_WHAT TO DO:_ Without the pictures, retype each line below exactly as it stands.

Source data
────────────────────────────────────────

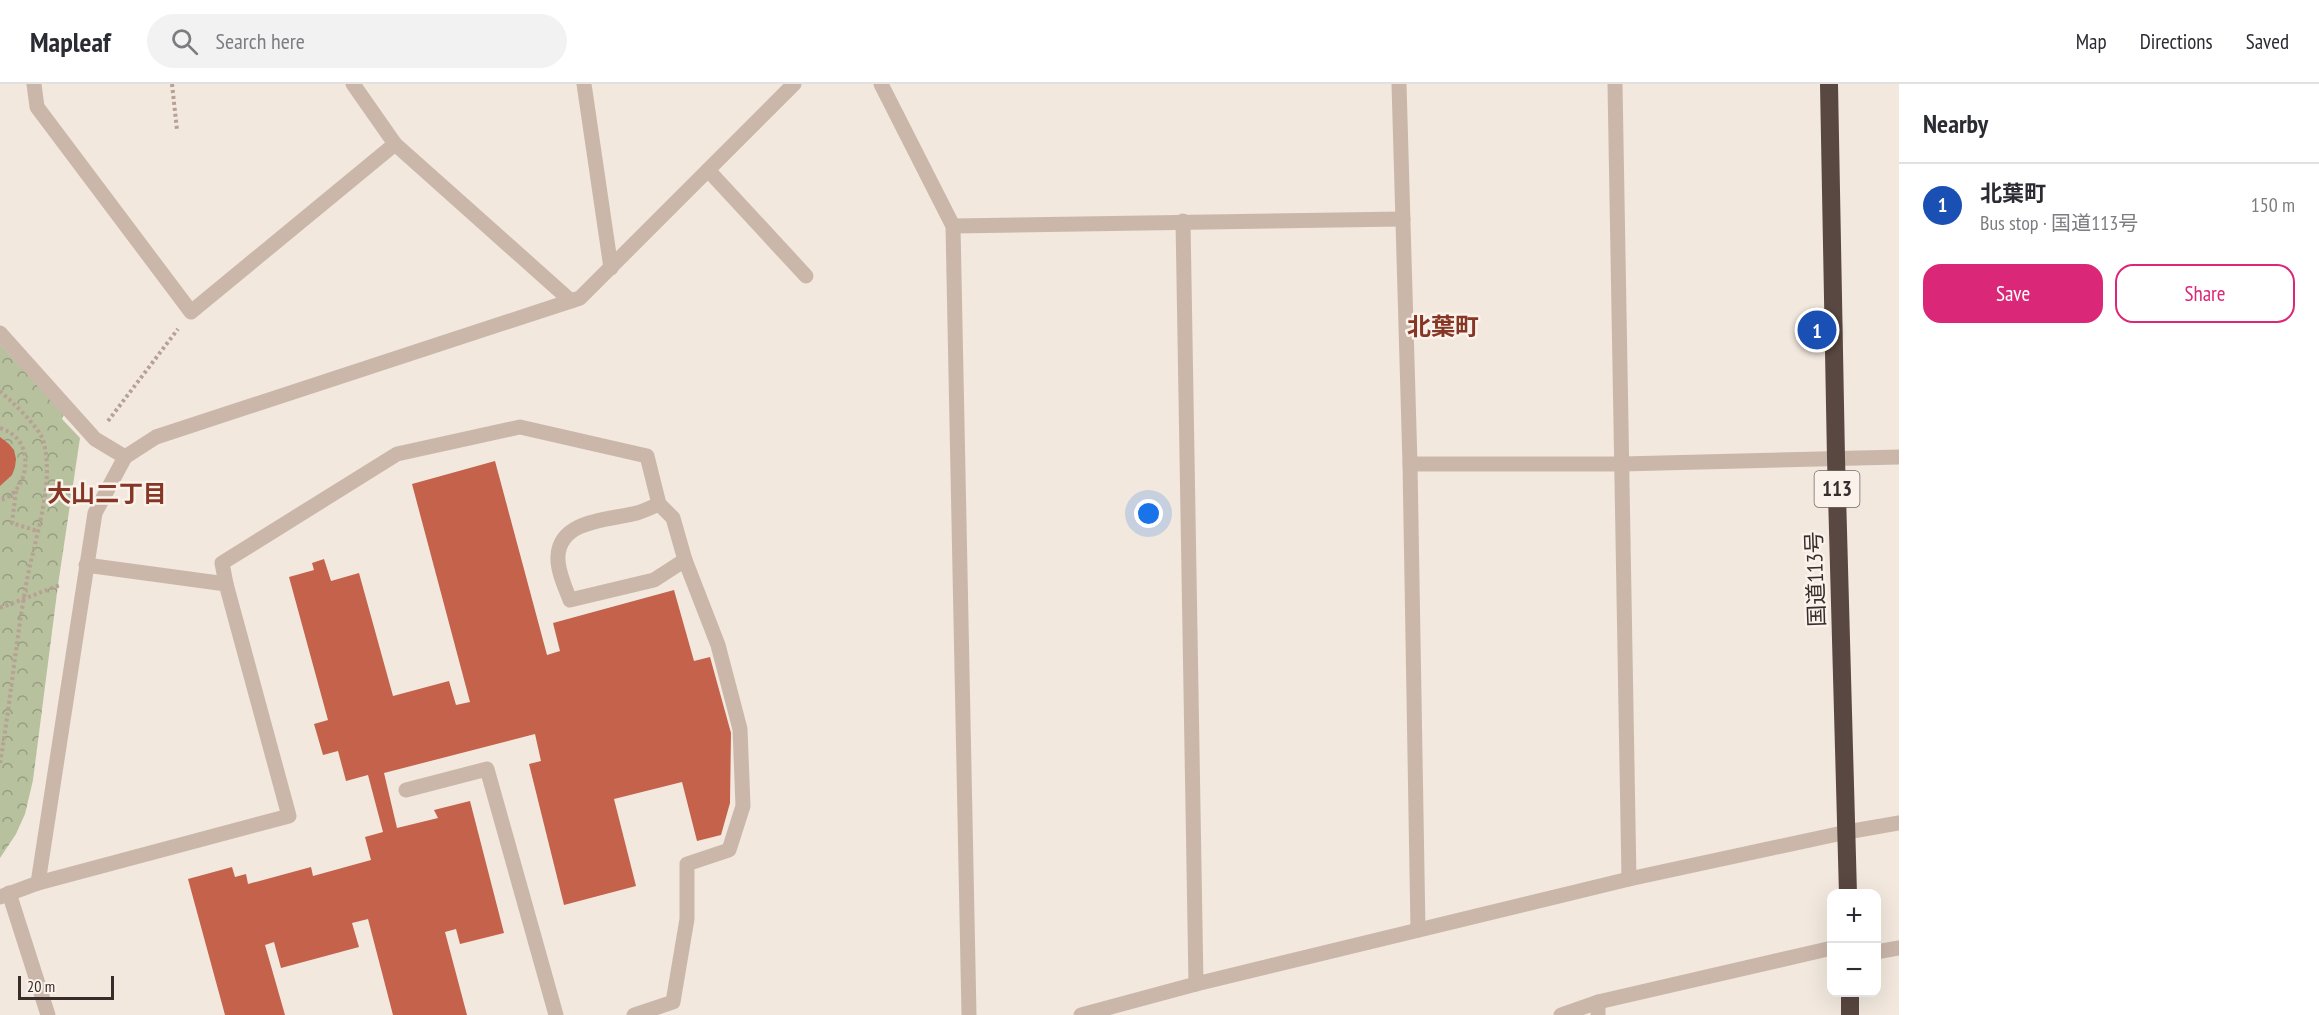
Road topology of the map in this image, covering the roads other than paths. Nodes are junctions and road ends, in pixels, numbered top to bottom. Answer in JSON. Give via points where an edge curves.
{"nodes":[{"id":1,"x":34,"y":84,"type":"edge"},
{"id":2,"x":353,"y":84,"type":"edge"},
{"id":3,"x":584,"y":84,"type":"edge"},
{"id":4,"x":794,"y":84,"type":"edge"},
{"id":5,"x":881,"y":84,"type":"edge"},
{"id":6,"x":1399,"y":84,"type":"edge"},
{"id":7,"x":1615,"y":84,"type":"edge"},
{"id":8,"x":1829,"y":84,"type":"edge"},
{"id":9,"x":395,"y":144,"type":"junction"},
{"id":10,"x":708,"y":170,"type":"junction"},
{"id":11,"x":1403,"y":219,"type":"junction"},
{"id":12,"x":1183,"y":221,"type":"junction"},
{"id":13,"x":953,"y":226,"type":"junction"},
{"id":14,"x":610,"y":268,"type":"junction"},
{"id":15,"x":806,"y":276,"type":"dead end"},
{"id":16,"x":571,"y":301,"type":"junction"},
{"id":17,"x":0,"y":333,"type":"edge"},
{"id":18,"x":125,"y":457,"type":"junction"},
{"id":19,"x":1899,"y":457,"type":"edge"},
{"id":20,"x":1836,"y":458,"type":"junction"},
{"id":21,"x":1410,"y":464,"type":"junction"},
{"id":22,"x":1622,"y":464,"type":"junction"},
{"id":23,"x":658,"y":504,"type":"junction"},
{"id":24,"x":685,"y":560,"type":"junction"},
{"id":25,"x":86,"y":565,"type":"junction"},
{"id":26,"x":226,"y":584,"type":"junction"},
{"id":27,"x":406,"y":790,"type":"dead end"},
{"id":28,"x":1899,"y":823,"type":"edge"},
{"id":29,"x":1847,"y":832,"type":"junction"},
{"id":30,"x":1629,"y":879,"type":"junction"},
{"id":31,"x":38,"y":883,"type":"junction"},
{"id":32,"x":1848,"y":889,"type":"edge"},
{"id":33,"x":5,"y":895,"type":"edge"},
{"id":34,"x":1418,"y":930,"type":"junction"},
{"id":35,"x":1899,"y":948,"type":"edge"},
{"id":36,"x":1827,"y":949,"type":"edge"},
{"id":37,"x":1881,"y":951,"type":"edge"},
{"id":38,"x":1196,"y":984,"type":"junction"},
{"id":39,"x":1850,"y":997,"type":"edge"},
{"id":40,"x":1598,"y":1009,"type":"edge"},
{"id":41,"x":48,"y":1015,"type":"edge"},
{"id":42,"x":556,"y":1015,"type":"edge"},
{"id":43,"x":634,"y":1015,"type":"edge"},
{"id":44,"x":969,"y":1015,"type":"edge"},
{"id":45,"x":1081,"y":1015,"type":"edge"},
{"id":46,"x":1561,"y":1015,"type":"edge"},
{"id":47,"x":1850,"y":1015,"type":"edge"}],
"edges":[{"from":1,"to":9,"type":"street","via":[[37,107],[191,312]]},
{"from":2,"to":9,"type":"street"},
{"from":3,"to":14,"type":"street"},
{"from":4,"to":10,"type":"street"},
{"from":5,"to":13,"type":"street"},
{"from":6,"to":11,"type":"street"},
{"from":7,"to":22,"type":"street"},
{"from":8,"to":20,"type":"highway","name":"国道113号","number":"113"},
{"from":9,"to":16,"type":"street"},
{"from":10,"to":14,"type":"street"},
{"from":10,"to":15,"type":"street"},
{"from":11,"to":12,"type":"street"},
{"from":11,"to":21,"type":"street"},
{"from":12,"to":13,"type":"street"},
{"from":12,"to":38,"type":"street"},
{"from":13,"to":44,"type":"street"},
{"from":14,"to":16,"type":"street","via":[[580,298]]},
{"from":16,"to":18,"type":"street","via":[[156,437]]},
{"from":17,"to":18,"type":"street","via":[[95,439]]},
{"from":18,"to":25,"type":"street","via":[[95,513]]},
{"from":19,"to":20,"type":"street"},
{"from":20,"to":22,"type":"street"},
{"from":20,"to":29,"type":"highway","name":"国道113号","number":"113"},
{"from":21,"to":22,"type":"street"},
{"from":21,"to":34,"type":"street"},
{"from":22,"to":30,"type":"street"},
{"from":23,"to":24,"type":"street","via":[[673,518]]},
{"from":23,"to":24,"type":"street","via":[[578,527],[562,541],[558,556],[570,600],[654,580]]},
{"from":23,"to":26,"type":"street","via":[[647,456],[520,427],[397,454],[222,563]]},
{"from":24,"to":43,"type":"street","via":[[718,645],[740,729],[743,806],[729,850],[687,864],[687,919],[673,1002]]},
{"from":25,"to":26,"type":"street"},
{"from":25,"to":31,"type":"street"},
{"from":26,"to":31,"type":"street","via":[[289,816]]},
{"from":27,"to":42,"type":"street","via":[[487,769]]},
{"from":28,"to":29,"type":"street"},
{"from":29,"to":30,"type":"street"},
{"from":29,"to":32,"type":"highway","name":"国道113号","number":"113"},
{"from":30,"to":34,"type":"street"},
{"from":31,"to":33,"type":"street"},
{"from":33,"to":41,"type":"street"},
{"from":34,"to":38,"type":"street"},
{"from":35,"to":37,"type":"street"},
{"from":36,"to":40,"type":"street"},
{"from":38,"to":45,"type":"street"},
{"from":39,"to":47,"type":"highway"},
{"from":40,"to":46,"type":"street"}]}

────────────────────────────────────────

_YOUR RESPONSE:_
Road topology of the map in this image, covering the roads other than paths. Nodes are junctions and road ends, in pixels, numbered top to bottom. Answer in JSON. Give via points where an edge curves.
{"nodes":[{"id":1,"x":34,"y":84,"type":"edge"},
{"id":2,"x":353,"y":84,"type":"edge"},
{"id":3,"x":584,"y":84,"type":"edge"},
{"id":4,"x":794,"y":84,"type":"edge"},
{"id":5,"x":881,"y":84,"type":"edge"},
{"id":6,"x":1399,"y":84,"type":"edge"},
{"id":7,"x":1615,"y":84,"type":"edge"},
{"id":8,"x":1829,"y":84,"type":"edge"},
{"id":9,"x":395,"y":144,"type":"junction"},
{"id":10,"x":708,"y":170,"type":"junction"},
{"id":11,"x":1403,"y":219,"type":"junction"},
{"id":12,"x":1183,"y":221,"type":"junction"},
{"id":13,"x":953,"y":226,"type":"junction"},
{"id":14,"x":610,"y":268,"type":"junction"},
{"id":15,"x":806,"y":276,"type":"dead end"},
{"id":16,"x":571,"y":301,"type":"junction"},
{"id":17,"x":0,"y":333,"type":"edge"},
{"id":18,"x":125,"y":457,"type":"junction"},
{"id":19,"x":1899,"y":457,"type":"edge"},
{"id":20,"x":1836,"y":458,"type":"junction"},
{"id":21,"x":1410,"y":464,"type":"junction"},
{"id":22,"x":1622,"y":464,"type":"junction"},
{"id":23,"x":658,"y":504,"type":"junction"},
{"id":24,"x":685,"y":560,"type":"junction"},
{"id":25,"x":86,"y":565,"type":"junction"},
{"id":26,"x":226,"y":584,"type":"junction"},
{"id":27,"x":406,"y":790,"type":"dead end"},
{"id":28,"x":1899,"y":823,"type":"edge"},
{"id":29,"x":1847,"y":832,"type":"junction"},
{"id":30,"x":1629,"y":879,"type":"junction"},
{"id":31,"x":38,"y":883,"type":"junction"},
{"id":32,"x":1848,"y":889,"type":"edge"},
{"id":33,"x":5,"y":895,"type":"edge"},
{"id":34,"x":1418,"y":930,"type":"junction"},
{"id":35,"x":1899,"y":948,"type":"edge"},
{"id":36,"x":1827,"y":949,"type":"edge"},
{"id":37,"x":1881,"y":951,"type":"edge"},
{"id":38,"x":1196,"y":984,"type":"junction"},
{"id":39,"x":1850,"y":997,"type":"edge"},
{"id":40,"x":1598,"y":1009,"type":"edge"},
{"id":41,"x":48,"y":1015,"type":"edge"},
{"id":42,"x":556,"y":1015,"type":"edge"},
{"id":43,"x":634,"y":1015,"type":"edge"},
{"id":44,"x":969,"y":1015,"type":"edge"},
{"id":45,"x":1081,"y":1015,"type":"edge"},
{"id":46,"x":1561,"y":1015,"type":"edge"},
{"id":47,"x":1850,"y":1015,"type":"edge"}],
"edges":[{"from":1,"to":9,"type":"street","via":[[37,107],[191,312]]},
{"from":2,"to":9,"type":"street"},
{"from":3,"to":14,"type":"street"},
{"from":4,"to":10,"type":"street"},
{"from":5,"to":13,"type":"street"},
{"from":6,"to":11,"type":"street"},
{"from":7,"to":22,"type":"street"},
{"from":8,"to":20,"type":"highway","name":"国道113号","number":"113"},
{"from":9,"to":16,"type":"street"},
{"from":10,"to":14,"type":"street"},
{"from":10,"to":15,"type":"street"},
{"from":11,"to":12,"type":"street"},
{"from":11,"to":21,"type":"street"},
{"from":12,"to":13,"type":"street"},
{"from":12,"to":38,"type":"street"},
{"from":13,"to":44,"type":"street"},
{"from":14,"to":16,"type":"street","via":[[580,298]]},
{"from":16,"to":18,"type":"street","via":[[156,437]]},
{"from":17,"to":18,"type":"street","via":[[95,439]]},
{"from":18,"to":25,"type":"street","via":[[95,513]]},
{"from":19,"to":20,"type":"street"},
{"from":20,"to":22,"type":"street"},
{"from":20,"to":29,"type":"highway","name":"国道113号","number":"113"},
{"from":21,"to":22,"type":"street"},
{"from":21,"to":34,"type":"street"},
{"from":22,"to":30,"type":"street"},
{"from":23,"to":24,"type":"street","via":[[673,518]]},
{"from":23,"to":24,"type":"street","via":[[578,527],[562,541],[558,556],[570,600],[654,580]]},
{"from":23,"to":26,"type":"street","via":[[647,456],[520,427],[397,454],[222,563]]},
{"from":24,"to":43,"type":"street","via":[[718,645],[740,729],[743,806],[729,850],[687,864],[687,919],[673,1002]]},
{"from":25,"to":26,"type":"street"},
{"from":25,"to":31,"type":"street"},
{"from":26,"to":31,"type":"street","via":[[289,816]]},
{"from":27,"to":42,"type":"street","via":[[487,769]]},
{"from":28,"to":29,"type":"street"},
{"from":29,"to":30,"type":"street"},
{"from":29,"to":32,"type":"highway","name":"国道113号","number":"113"},
{"from":30,"to":34,"type":"street"},
{"from":31,"to":33,"type":"street"},
{"from":33,"to":41,"type":"street"},
{"from":34,"to":38,"type":"street"},
{"from":35,"to":37,"type":"street"},
{"from":36,"to":40,"type":"street"},
{"from":38,"to":45,"type":"street"},
{"from":39,"to":47,"type":"highway"},
{"from":40,"to":46,"type":"street"}]}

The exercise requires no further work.